Avner Cohen is an Israeli political scientist, currently at the Monterey Institute of International Affairs. He is considered to be the world's foremost expert on the Israeli nuclear program. His work is so accurate and authoritative, in fact, that he has come close to being arrested when returning to Israel.
Cohen has an extremely important column in the November 13 issue of Haaretz, in which he demolishes the myth that the Israeli
attack on the Iraqi reactor in 1981 was a success, let alone that it should serve as a model for a similar attack on the Iranian nuclear program. (His article can be read at http://www.haaretz.com/print-edition/opinion/a-new-nuclear-reaction-1.395244)
Cohen demonstrates that even the 1981 Israeli attack on the Iraqi nuclear reactor was strongly opposed by many of Israel's top military and intelligence officials, who in fact--despite the widespread view to the contrary--were proven right. That is, while the attack seemed at the time to be a "success," in fact the consequence was that Saddam Hussein redoubled his efforts to get nuclear weapons, hid most of the program underground, and was on the verge of producing nuclear weapons until the 1991 Gulf war essentially ended the Iraqi program.
An Israeli attack on the Iranian nuclear program, even if the United States joined it--which seems (let us hope) inconceivable--would have even less chance of succeeding in disarming Iran, and would be far more likely to result in catastrophic consequences for Israel and perhaps the entire region; indeed it cannot be ruled out that Iran would find a way to attack our own country.
Almost certainly the primary purpose of the Iranian nuclear program is deterrence, not aggression--as has been the case for every other nuclear state. There is not the slightest evidence to support the supposed Israeli fear that, out of the blue, Iran would launch a nuclear strike against Israel--in the full knowledge that the entire country would be literally annihilated by Israeli nuclear retaliation.
The supposedly more worrisome problem is that Iran might covertly give nuclear weapons to terrorists, who might believe they could use them against Israel and escape retaliation, as it might not be clear who originated the attack and where it came from. However, that possibility is remote, since Iran would have to assume that it would be blamed for any nuclear attack on Israel and would be destroyed in retaliation--even if it hadn't been the source of the attack.
No doubt in part for similar reasons, to the best of our knowledge no nuclear power has ever given nuclear weapons to terrorist groups--not even the most extremist or supposedly the least rational states, like North Korea and Pakistan. Still, however remote the possibility, it is sufficiently worrisome to make serious efforts to prevent Iran from getting nuclear weapons, as in fact the world is doing now--but almost no military experts, including most of Israel's own top intelligence and military officials, believe that a military attack has any chance of meaningful success.
In that light, one would assume--or would like to assume--that the current Israeli threats are bluffs, designed to induce the international community to step up economic sanctions against Iraq.
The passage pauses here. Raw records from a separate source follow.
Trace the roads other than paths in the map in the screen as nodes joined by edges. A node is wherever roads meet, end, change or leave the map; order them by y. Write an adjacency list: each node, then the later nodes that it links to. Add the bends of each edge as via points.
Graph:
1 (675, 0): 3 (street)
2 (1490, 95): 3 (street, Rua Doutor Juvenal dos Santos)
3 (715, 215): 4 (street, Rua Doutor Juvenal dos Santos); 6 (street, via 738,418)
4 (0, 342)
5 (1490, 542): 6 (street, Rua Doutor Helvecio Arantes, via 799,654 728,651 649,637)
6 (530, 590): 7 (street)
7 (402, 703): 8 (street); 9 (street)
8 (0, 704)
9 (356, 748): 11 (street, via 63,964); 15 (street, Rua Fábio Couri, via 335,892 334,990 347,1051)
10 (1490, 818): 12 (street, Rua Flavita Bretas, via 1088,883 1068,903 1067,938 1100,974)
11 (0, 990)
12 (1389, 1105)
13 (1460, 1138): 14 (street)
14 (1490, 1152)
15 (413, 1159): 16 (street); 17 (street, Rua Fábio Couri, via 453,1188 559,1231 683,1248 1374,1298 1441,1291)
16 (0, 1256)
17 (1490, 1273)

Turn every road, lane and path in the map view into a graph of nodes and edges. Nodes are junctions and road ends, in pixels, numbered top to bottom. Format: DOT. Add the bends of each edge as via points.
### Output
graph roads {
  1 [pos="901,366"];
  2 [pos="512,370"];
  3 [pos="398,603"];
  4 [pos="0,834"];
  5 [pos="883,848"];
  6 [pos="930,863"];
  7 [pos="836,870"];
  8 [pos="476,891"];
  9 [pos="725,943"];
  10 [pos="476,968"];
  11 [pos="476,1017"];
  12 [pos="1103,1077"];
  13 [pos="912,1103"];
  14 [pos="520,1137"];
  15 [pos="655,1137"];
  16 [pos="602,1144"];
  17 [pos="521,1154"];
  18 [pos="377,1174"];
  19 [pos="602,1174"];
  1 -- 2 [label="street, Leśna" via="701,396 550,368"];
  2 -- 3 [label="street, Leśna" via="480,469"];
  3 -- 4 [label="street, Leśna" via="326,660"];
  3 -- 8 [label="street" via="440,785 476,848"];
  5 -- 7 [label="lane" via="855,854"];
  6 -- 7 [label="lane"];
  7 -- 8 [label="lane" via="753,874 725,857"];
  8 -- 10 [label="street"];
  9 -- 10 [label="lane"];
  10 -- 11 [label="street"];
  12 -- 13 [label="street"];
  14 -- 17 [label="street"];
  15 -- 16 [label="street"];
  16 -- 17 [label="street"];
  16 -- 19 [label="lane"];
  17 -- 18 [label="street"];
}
Nonetheless, the level of Israeli irrationality, as demonstrated on an almost daily basis, is so deep that nothing can be taken for granted.
Obama must be told that no matter how far he is prepared to go in capitulating to Israeli madness, he cannot put at risk our own national security. A simple but blunt statement by the president that Israel must in no circumstances attack Iran would almost surely prevent it from doing so.
Obama has an absolute obligation to act--and right now.